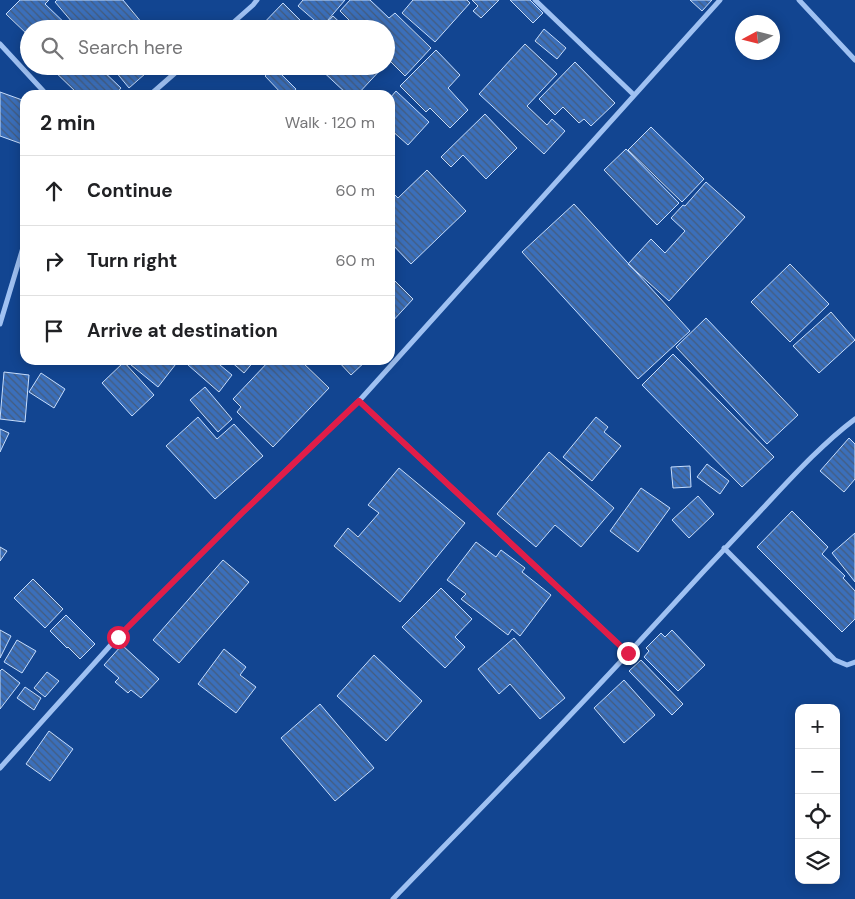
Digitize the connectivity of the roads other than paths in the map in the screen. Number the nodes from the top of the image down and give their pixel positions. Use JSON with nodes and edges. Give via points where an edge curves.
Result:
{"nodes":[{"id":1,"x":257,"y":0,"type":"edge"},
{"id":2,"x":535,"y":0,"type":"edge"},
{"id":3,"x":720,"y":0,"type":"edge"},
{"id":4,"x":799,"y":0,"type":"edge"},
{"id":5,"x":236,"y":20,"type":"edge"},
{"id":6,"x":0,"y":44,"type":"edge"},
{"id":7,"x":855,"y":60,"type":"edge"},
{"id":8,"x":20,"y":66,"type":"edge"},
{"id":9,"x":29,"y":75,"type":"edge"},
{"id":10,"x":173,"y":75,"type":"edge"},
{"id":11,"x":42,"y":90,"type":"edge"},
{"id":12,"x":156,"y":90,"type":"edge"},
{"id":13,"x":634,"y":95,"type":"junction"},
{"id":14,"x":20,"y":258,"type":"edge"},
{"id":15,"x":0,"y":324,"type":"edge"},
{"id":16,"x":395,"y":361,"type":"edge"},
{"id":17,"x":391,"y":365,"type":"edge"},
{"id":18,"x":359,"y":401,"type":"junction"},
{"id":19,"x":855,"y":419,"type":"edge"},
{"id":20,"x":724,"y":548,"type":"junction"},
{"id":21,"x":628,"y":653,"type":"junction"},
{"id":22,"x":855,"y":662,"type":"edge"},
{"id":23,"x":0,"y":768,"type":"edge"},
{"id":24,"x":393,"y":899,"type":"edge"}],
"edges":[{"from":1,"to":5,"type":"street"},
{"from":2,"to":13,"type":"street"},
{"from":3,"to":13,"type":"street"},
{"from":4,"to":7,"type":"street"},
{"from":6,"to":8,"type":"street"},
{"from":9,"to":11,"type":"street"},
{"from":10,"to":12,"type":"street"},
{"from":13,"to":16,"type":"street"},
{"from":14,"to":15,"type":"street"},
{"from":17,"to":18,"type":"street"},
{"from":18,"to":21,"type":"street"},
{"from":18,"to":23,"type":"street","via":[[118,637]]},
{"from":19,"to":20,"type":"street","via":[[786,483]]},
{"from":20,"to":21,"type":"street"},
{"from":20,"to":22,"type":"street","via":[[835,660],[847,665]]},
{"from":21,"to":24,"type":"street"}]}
----
Exercise description:
Looking at the listing above, which lines hold "edges"? Copy every such line.

Solved exercise:
Digitize the connectivity of the roads other than paths in the map in the screen. Number the nodes from the top of the image down and give their pixel positions. Use JSON with nodes and edges. Give via points where an edge curves.
"edges":[{"from":1,"to":5,"type":"street"},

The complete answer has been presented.